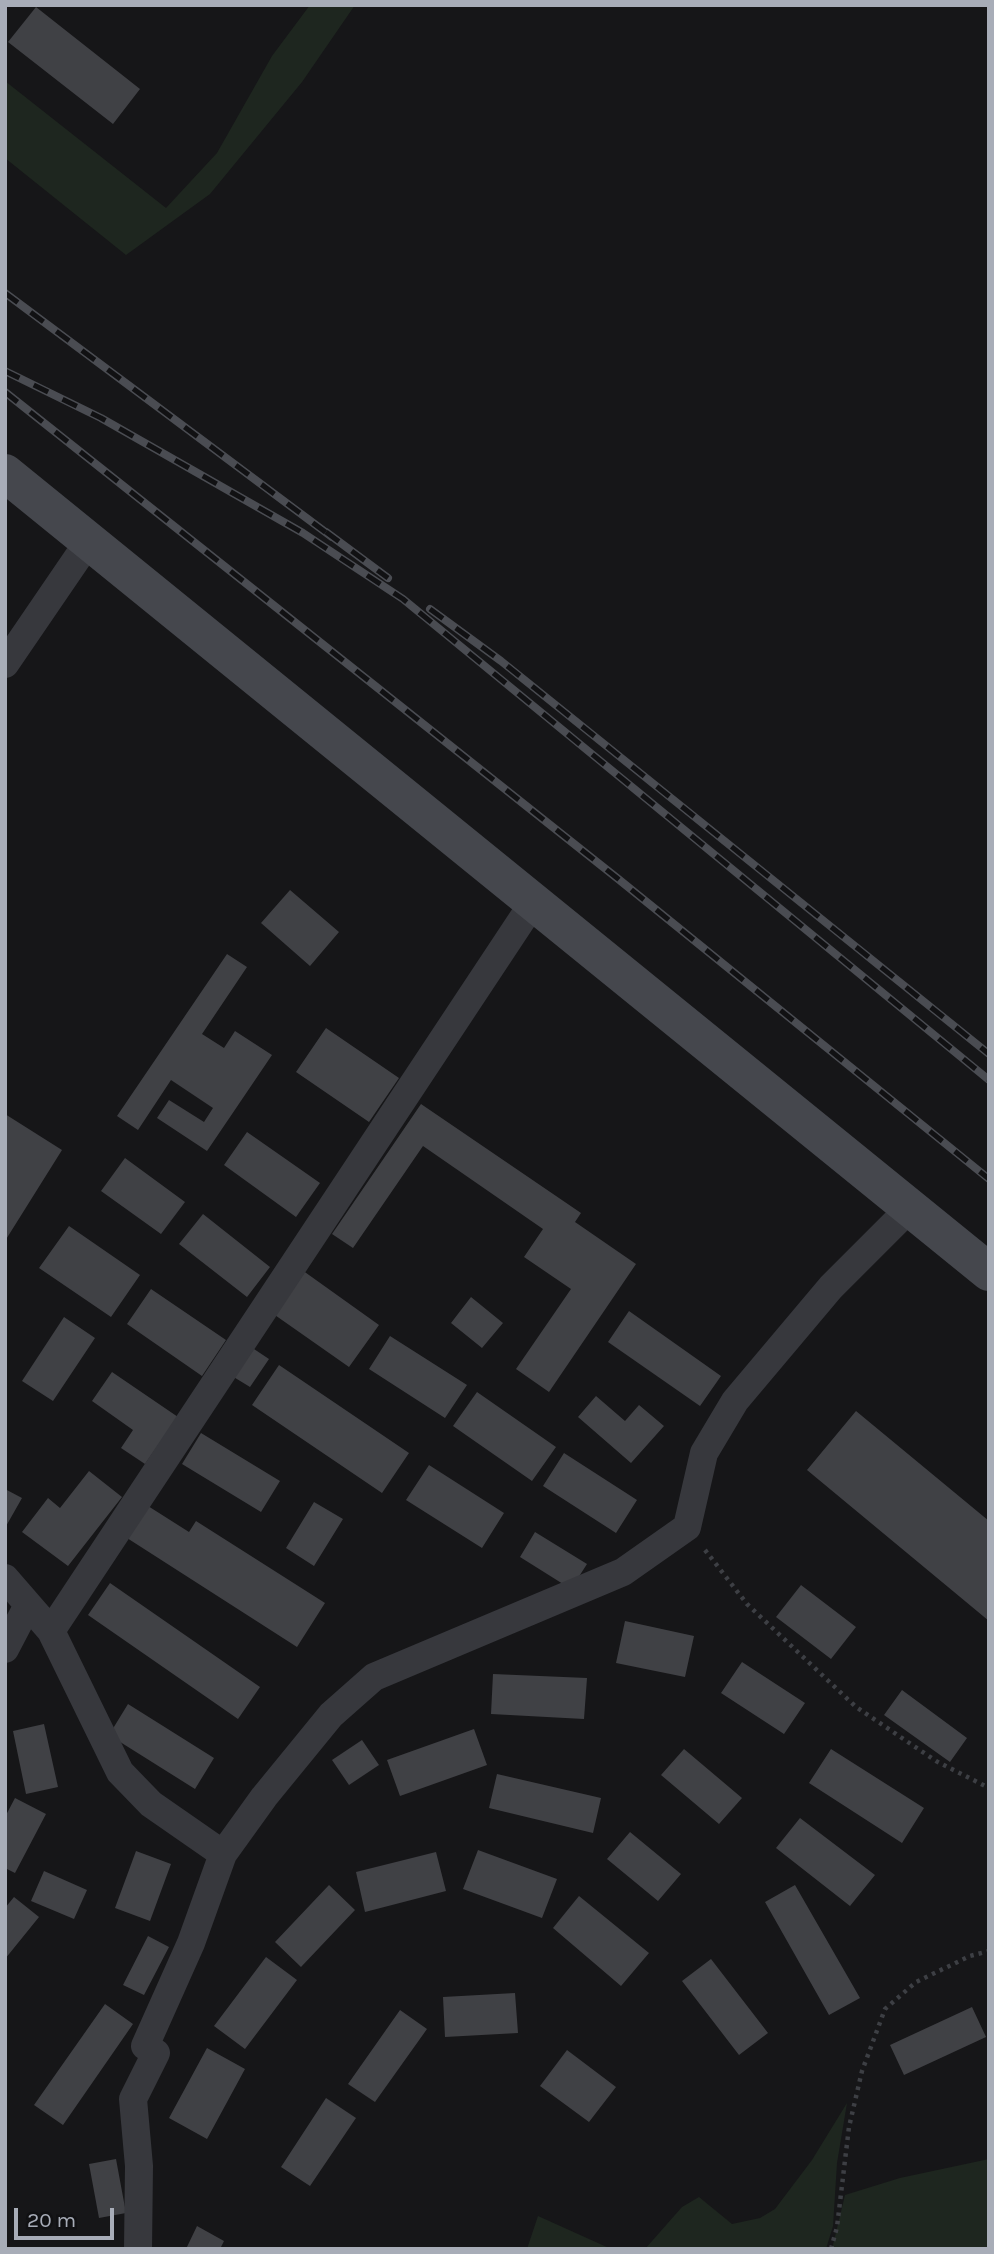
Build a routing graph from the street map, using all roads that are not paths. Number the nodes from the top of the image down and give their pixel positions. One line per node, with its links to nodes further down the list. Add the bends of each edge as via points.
1 (5, 473): 2 (main road)
2 (89, 541): 3 (street); 4 (main road)
3 (5, 664)
4 (533, 903): 5 (main road); 9 (street)
5 (910, 1208): 6 (main road); 11 (street, via 831,1287 735,1401 704,1453 687,1527 623,1572 374,1677 331,1716)
6 (989, 1272)
7 (5, 1578): 8 (street)
8 (28, 1605): 9 (street); 10 (street)
9 (51, 1631): 11 (street, via 120,1772 151,1804)
10 (5, 1649)
11 (223, 1854): 12 (street, via 191,1943 145,2046 156,2053 133,2099 139,2166)
12 (138, 2249)

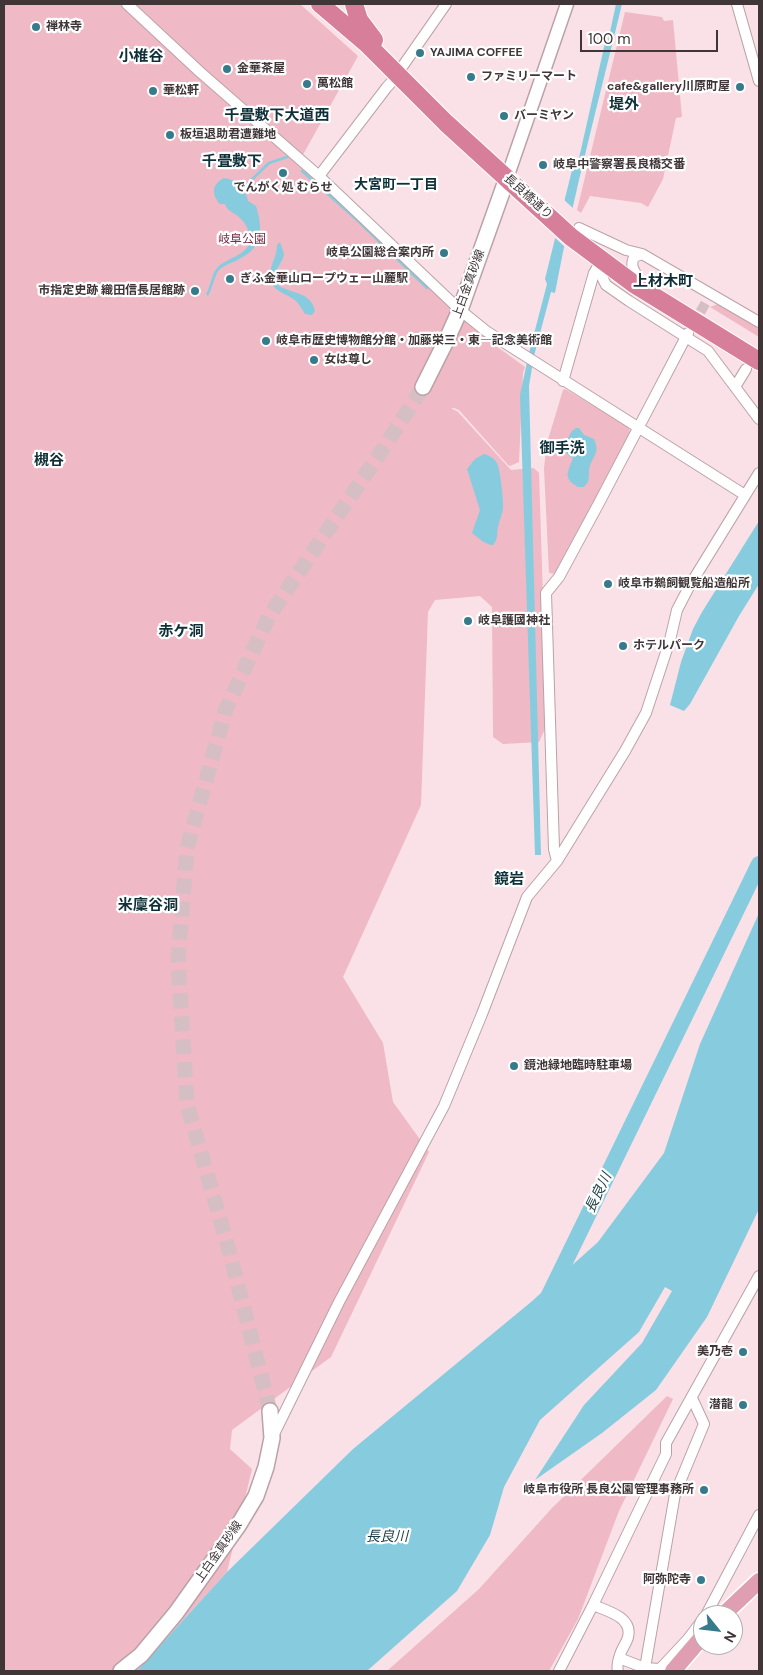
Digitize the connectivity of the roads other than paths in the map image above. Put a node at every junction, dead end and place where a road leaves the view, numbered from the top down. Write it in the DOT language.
graph roads {
  1 [pos="127,4"];
  2 [pos="320,4"];
  3 [pos="354,4"];
  4 [pos="446,4"];
  5 [pos="568,4"];
  6 [pos="737,4"];
  7 [pos="400,71"];
  8 [pos="759,80"];
  9 [pos="509,173"];
  10 [pos="319,176"];
  11 [pos="575,229"];
  12 [pos="642,254"];
  13 [pos="606,263"];
  14 [pos="636,274"];
  15 [pos="460,310"];
  16 [pos="759,322"];
  17 [pos="686,335"];
  18 [pos="759,352"];
  19 [pos="753,365"];
  20 [pos="561,380"];
  21 [pos="423,387"];
  22 [pos="735,387"];
  23 [pos="759,419"];
  24 [pos="638,427"];
  25 [pos="759,473"];
  26 [pos="746,495"];
  27 [pos="557,861"];
  28 [pos="759,1276"];
  29 [pos="692,1398"];
  30 [pos="270,1411"];
  31 [pos="272,1438"];
  32 [pos="759,1515"];
  33 [pos="759,1581"];
  34 [pos="593,1605"];
  35 [pos="711,1605"];
  36 [pos="734,1605"];
  37 [pos="693,1632"];
  38 [pos="693,1648"];
  39 [pos="619,1658"];
  40 [pos="645,1668"];
  41 [pos="122,1671"];
  42 [pos="558,1671"];
  43 [pos="618,1671"];
  44 [pos="673,1671"];
  1 -- 10 [label="street"];
  2 -- 7 [label="highway, 長良橋通り"];
  3 -- 7 [label="highway, 長良橋通り"];
  4 -- 7 [label="street"];
  5 -- 9 [label="street"];
  6 -- 8 [label="street"];
  7 -- 9 [label="highway, 長良橋通り"];
  7 -- 10 [label="street"];
  9 -- 11 [label="highway, 長良橋通り"];
  9 -- 15 [label="main road, 上白金真砂線"];
  10 -- 15 [label="street"];
  11 -- 12 [label="street"];
  11 -- 13 [label="highway, 長良橋通り"];
  11 -- 14 [label="highway, 長良橋通り"];
  12 -- 14 [label="street"];
  12 -- 16 [label="street"];
  13 -- 17 [label="street"];
  13 -- 19 [label="highway, 長良橋通り"];
  13 -- 20 [label="street"];
  14 -- 18 [label="highway, 長良橋通り"];
  15 -- 20 [label="street"];
  15 -- 21 [label="main road, 上白金真砂線"];
  17 -- 22 [label="street"];
  17 -- 24 [label="street"];
  19 -- 22 [label="street"];
  20 -- 24 [label="street"];
  22 -- 23 [label="street"];
  24 -- 26 [label="street"];
  24 -- 27 [label="street"];
  25 -- 26 [label="street"];
  26 -- 27 [label="street"];
  27 -- 31 [label="street"];
  28 -- 29 [label="street"];
  29 -- 34 [label="street"];
  29 -- 40 [label="street"];
  30 -- 31 [label="main road, 上白金真砂線"];
  31 -- 41 [label="main road, 上白金真砂線"];
  32 -- 35 [label="street"];
  33 -- 36 [label="main road"];
  34 -- 39 [label="street"];
  34 -- 42 [label="street"];
  37 -- 40 [label="street"];
  38 -- 44 [label="main road"];
  39 -- 40 [label="street"];
  39 -- 43 [label="street"];
}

-----

## What needs to be done
Word for word, set down each record shown above, omitting the pictures.

## Task response
Build a routing graph from the street map, using all roads that are not paths. Number the nodes from the top of the image down and give their pixel positions. One line per node, with its links to nodes further down the list. Add the bends of each edge as via points.
1 (5, 473): 2 (main road)
2 (89, 541): 3 (street); 4 (main road)
3 (5, 664)
4 (533, 903): 5 (main road); 9 (street)
5 (910, 1208): 6 (main road); 11 (street, via 831,1287 735,1401 704,1453 687,1527 623,1572 374,1677 331,1716)
6 (989, 1272)
7 (5, 1578): 8 (street)
8 (28, 1605): 9 (street); 10 (street)
9 (51, 1631): 11 (street, via 120,1772 151,1804)
10 (5, 1649)
11 (223, 1854): 12 (street, via 191,1943 145,2046 156,2053 133,2099 139,2166)
12 (138, 2249)

Digitize the connectivity of the roads other than paths in the map image above. Put a node at every junction, dead end and place where a road leaves the view, numbered from the top down. Write it in the DOT language.
graph roads {
  1 [pos="127,4"];
  2 [pos="320,4"];
  3 [pos="354,4"];
  4 [pos="446,4"];
  5 [pos="568,4"];
  6 [pos="737,4"];
  7 [pos="400,71"];
  8 [pos="759,80"];
  9 [pos="509,173"];
  10 [pos="319,176"];
  11 [pos="575,229"];
  12 [pos="642,254"];
  13 [pos="606,263"];
  14 [pos="636,274"];
  15 [pos="460,310"];
  16 [pos="759,322"];
  17 [pos="686,335"];
  18 [pos="759,352"];
  19 [pos="753,365"];
  20 [pos="561,380"];
  21 [pos="423,387"];
  22 [pos="735,387"];
  23 [pos="759,419"];
  24 [pos="638,427"];
  25 [pos="759,473"];
  26 [pos="746,495"];
  27 [pos="557,861"];
  28 [pos="759,1276"];
  29 [pos="692,1398"];
  30 [pos="270,1411"];
  31 [pos="272,1438"];
  32 [pos="759,1515"];
  33 [pos="759,1581"];
  34 [pos="593,1605"];
  35 [pos="711,1605"];
  36 [pos="734,1605"];
  37 [pos="693,1632"];
  38 [pos="693,1648"];
  39 [pos="619,1658"];
  40 [pos="645,1668"];
  41 [pos="122,1671"];
  42 [pos="558,1671"];
  43 [pos="618,1671"];
  44 [pos="673,1671"];
  1 -- 10 [label="street"];
  2 -- 7 [label="highway, 長良橋通り"];
  3 -- 7 [label="highway, 長良橋通り"];
  4 -- 7 [label="street"];
  5 -- 9 [label="street"];
  6 -- 8 [label="street"];
  7 -- 9 [label="highway, 長良橋通り"];
  7 -- 10 [label="street"];
  9 -- 11 [label="highway, 長良橋通り"];
  9 -- 15 [label="main road, 上白金真砂線"];
  10 -- 15 [label="street"];
  11 -- 12 [label="street"];
  11 -- 13 [label="highway, 長良橋通り"];
  11 -- 14 [label="highway, 長良橋通り"];
  12 -- 14 [label="street"];
  12 -- 16 [label="street"];
  13 -- 17 [label="street"];
  13 -- 19 [label="highway, 長良橋通り"];
  13 -- 20 [label="street"];
  14 -- 18 [label="highway, 長良橋通り"];
  15 -- 20 [label="street"];
  15 -- 21 [label="main road, 上白金真砂線"];
  17 -- 22 [label="street"];
  17 -- 24 [label="street"];
  19 -- 22 [label="street"];
  20 -- 24 [label="street"];
  22 -- 23 [label="street"];
  24 -- 26 [label="street"];
  24 -- 27 [label="street"];
  25 -- 26 [label="street"];
  26 -- 27 [label="street"];
  27 -- 31 [label="street"];
  28 -- 29 [label="street"];
  29 -- 34 [label="street"];
  29 -- 40 [label="street"];
  30 -- 31 [label="main road, 上白金真砂線"];
  31 -- 41 [label="main road, 上白金真砂線"];
  32 -- 35 [label="street"];
  33 -- 36 [label="main road"];
  34 -- 39 [label="street"];
  34 -- 42 [label="street"];
  37 -- 40 [label="street"];
  38 -- 44 [label="main road"];
  39 -- 40 [label="street"];
  39 -- 43 [label="street"];
}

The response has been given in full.